Chet Bable
Mirics Semiconductor's F1P3 SmartTuner extends the software modern approach to communications convergence.
By Chet Babla
User demand for more functionality and multimedia capability from portable consumer electronics (CE) technology is perpetually at full throttle. Such functionality convergence is driven by consumer need for convenient “always-on” wireless connectivity, and the desire to consume multimedia content of their choosing, and at a time convenient to them.
With today’s multiplicity of connectivity standards and methods to consume audio and video content, portable CE manufacturers are facing significant challenges when trying to deliver featureset convergence, convenience of use, and consumer affordability. Multiple wireless technologies, a small device form factor, long battery life, and an intuitive user interface must all be delivered at a price-point acceptable to the mass market, especially with the current economic environment.
WIRELESS CONVERGENCE
The current architecture to support wireless and feature-set convergence in portable devices involves integrating multiple integrated circuits (ICs). Each new wireless application to be supported (e.g., cellular, Bluetooth, Wi-Fi, NFC, WiMax, broadcast TV and radio, etc.) typically requires the addition of another IC, or, at a minimum, an extra IP block on an existing chip.
The former solution will necessitate more board space, the latter option an IC re-design and new manufacturing cycle. Both of these options will certainly add cost to the solution and incur a time-tomarket latency.
And it gets even worse for the CE manufacturer: Though markets are global, implementations of wireless standards may not be—in fact, they often exhibit significant regional variations. As a result, manufacturers cannot easily deploy a global platform solution to leverage economies of scale and, hence, deliver the lowest-cost solution.
Combine the evolving demands of wireless technologies and consumer functionality with the growing consumer popularity of the ultraportable “netbook” PC and mediarich feature-phone, and you will see manufacturers continually scrambling to devise new approaches to deliver convergence.
NEW APPROACH
An alternative method to addressing wireless convergence and consumer demand for media-rich functionality in CE devices is now gaining early commercial traction. Termed the “software modem,” this approach has the potential to simultaneously address the formfactor and cost constraints of delivering functional convergence.
The software modem concept is simple: a reconfigurable RF front-end is coupled with a digital baseband implemented entirely in software (rather than in the traditional form of a digital IC). If the front-end is designed with sufficient reconfigurability, then the inherent flexibility of software can deliver a true multi-standard wireless modem, giving consumers the converged wireless and feature-set choice they demand, but at a potentially paradigm-shifting price point.
The concept of replacing hardware functionality with software does have prior art: dial-up computer modems and MPEG video decoders are two common commercial examples. However, it’s the recent availability of powerful and cheap host processing power that enables the software modem concept to be seriously considered for mainstream CE applications.

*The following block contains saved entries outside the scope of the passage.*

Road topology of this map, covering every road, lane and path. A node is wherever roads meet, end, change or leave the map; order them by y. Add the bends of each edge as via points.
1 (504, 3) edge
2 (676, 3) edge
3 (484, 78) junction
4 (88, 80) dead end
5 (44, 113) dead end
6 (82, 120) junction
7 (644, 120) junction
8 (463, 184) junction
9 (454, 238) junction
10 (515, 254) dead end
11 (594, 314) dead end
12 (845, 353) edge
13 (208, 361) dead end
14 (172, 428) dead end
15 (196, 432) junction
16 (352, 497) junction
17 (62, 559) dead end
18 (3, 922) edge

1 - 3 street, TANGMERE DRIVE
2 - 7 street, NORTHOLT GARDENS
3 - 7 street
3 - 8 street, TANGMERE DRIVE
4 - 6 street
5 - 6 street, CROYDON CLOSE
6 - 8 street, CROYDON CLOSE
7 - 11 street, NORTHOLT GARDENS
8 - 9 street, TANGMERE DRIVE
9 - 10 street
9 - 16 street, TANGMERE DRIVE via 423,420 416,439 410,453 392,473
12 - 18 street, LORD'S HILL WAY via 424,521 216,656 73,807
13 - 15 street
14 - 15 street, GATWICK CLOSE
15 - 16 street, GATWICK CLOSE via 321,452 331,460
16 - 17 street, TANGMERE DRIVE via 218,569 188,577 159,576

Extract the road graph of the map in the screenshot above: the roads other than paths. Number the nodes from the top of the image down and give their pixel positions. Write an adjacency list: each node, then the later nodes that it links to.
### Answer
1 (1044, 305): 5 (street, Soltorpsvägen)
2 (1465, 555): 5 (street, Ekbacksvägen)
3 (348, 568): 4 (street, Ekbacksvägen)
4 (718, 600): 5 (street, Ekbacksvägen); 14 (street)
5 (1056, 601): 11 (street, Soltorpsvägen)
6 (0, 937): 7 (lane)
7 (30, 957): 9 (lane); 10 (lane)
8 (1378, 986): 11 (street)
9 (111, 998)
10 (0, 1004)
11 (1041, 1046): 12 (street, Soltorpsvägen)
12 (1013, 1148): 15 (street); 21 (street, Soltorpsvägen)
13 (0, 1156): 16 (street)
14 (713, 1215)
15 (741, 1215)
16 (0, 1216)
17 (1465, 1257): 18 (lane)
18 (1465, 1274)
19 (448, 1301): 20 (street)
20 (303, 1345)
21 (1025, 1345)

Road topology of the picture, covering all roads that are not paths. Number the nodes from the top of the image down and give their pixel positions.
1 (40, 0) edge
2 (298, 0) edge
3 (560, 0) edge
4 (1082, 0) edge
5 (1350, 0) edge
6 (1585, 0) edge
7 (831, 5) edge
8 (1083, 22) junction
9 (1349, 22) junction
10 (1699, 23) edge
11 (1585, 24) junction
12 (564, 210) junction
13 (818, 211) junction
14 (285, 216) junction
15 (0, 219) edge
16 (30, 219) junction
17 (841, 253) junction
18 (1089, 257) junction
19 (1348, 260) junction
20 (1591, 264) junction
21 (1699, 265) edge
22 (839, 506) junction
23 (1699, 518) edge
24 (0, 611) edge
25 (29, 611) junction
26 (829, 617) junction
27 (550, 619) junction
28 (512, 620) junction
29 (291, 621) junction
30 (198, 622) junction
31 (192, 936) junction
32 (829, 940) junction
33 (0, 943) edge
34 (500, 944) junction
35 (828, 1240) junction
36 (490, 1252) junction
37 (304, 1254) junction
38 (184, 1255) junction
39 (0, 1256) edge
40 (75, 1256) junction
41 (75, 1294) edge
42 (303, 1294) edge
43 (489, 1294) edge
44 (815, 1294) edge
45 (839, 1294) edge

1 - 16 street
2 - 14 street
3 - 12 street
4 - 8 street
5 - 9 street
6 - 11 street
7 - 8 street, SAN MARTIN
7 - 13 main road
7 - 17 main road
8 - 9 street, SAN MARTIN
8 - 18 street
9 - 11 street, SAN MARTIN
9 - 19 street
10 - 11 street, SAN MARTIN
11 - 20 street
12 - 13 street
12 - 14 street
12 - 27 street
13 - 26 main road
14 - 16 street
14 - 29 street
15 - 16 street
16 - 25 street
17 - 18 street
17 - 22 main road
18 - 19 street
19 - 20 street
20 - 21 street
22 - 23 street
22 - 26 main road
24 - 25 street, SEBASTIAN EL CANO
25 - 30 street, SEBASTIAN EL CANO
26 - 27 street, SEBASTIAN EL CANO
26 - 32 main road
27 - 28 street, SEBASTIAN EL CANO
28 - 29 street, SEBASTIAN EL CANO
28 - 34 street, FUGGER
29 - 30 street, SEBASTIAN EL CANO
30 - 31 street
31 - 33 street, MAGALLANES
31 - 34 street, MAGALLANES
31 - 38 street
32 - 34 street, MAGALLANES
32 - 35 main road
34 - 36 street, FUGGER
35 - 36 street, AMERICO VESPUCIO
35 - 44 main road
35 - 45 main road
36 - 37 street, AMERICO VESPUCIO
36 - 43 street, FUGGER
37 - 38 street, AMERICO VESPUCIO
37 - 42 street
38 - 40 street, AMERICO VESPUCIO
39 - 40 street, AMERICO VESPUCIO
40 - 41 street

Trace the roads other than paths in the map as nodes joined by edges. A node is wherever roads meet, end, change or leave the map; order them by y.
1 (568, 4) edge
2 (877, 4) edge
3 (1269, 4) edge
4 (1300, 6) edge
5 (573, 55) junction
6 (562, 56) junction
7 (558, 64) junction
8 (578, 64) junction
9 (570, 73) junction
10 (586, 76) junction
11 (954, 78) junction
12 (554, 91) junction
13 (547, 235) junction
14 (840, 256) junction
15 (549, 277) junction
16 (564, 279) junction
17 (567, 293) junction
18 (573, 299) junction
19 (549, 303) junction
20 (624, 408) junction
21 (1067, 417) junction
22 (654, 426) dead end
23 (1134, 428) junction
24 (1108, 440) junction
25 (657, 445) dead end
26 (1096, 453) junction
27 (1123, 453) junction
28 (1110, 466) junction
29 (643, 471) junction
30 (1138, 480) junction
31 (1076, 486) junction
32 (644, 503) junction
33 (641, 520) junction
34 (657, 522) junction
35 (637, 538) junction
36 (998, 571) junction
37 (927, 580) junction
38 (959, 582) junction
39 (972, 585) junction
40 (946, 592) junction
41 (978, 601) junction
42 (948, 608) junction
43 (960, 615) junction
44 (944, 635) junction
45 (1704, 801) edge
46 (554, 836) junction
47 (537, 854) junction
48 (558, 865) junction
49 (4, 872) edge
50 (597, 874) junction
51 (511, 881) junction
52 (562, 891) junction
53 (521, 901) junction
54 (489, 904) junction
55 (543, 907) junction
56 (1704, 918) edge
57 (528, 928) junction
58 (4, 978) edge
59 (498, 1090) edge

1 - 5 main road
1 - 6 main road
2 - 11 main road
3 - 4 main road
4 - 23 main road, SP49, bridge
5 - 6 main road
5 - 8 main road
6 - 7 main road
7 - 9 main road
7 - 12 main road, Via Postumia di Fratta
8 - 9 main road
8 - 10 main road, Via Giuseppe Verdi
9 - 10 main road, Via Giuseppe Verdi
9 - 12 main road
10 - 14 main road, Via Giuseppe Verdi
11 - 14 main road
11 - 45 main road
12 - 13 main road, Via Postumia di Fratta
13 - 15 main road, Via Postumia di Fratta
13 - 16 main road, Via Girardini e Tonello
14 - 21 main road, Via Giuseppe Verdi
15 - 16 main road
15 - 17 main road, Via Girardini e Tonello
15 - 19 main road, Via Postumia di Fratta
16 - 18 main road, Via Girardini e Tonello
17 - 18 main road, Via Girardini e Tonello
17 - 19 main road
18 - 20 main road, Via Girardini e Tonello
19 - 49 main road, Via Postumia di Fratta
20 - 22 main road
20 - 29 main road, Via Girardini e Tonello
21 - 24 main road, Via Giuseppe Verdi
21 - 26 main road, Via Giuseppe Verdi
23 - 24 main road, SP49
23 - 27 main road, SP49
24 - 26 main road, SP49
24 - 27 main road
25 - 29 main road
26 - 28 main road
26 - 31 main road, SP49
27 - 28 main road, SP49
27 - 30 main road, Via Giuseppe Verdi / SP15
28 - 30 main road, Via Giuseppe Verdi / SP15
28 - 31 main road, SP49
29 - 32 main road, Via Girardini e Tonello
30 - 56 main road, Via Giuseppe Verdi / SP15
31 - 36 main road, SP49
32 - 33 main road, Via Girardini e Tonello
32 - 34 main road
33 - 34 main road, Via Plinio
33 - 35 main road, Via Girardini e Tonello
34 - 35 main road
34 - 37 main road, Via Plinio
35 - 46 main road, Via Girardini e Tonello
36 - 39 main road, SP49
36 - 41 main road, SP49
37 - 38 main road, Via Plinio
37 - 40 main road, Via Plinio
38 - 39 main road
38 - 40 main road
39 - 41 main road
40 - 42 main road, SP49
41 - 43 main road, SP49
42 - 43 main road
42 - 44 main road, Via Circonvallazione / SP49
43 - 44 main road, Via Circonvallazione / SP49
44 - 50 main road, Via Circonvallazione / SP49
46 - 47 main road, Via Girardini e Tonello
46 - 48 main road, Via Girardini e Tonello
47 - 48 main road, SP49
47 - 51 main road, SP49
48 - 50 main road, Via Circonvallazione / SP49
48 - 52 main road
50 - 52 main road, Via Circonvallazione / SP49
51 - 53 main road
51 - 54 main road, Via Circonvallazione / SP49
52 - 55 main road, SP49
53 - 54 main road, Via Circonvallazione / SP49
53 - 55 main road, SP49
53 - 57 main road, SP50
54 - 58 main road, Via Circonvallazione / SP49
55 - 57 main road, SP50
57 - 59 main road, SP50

Note also that today’s CE devices now often feature a secondary processing resource (e.g., a graphics processing unit or multimedia processor) in addition to the central host processor to address highdefinition video playback and 3D gaming. The availability of such secondary processors can also be leveraged by software modems to relax host processor loading.
MARKET APPEAL
Mirics recently demonstrated the commercial viability of the multimode software modem concept, and other companies are now working on commercialising software modems for CE applications. In its first step to deliver wireless convergence, Mirics implemented broadcast TV and radio reception on portable PCs, leveraging a software demodulator to support reception of multiple broadcast standards (see the figure).
Of course, broadcast is just the tip of the iceberg of how software modems can be leveraged. The flexibility of the concept is that other wireless technologies such as Wi-Fi, Bluetooth, NFC, and WiMAX can all conceivably be implemented as a single reconfigurable RF front-end, with softwaredefined basebands.
Clear thought must be given to analysing various wireless use cases. However, even if more than one RF path must be implemented on the analog front-end to support parallel radio operation (for example, broadcast and Wi-Fi), a software approach is still able to deliver cost and size savings by obviating the need for multiple digital basebands.
Cellular radios can also be integrated with the wireless technologies listed above. Nonetheless, it’s more likely that the various 2G through 4G cellular technologies will become a software modem subset in their own right. That’s mainly due to the complex resource-intensive application software and type approval requirements for cellular receivers.
As consumer demand for communications convergence and multimedia content consumption on ever-shrinking CE devices continues unabated, a new technology approach will be needed to meet functionality and cost goals. The software modem becomes a very real solution.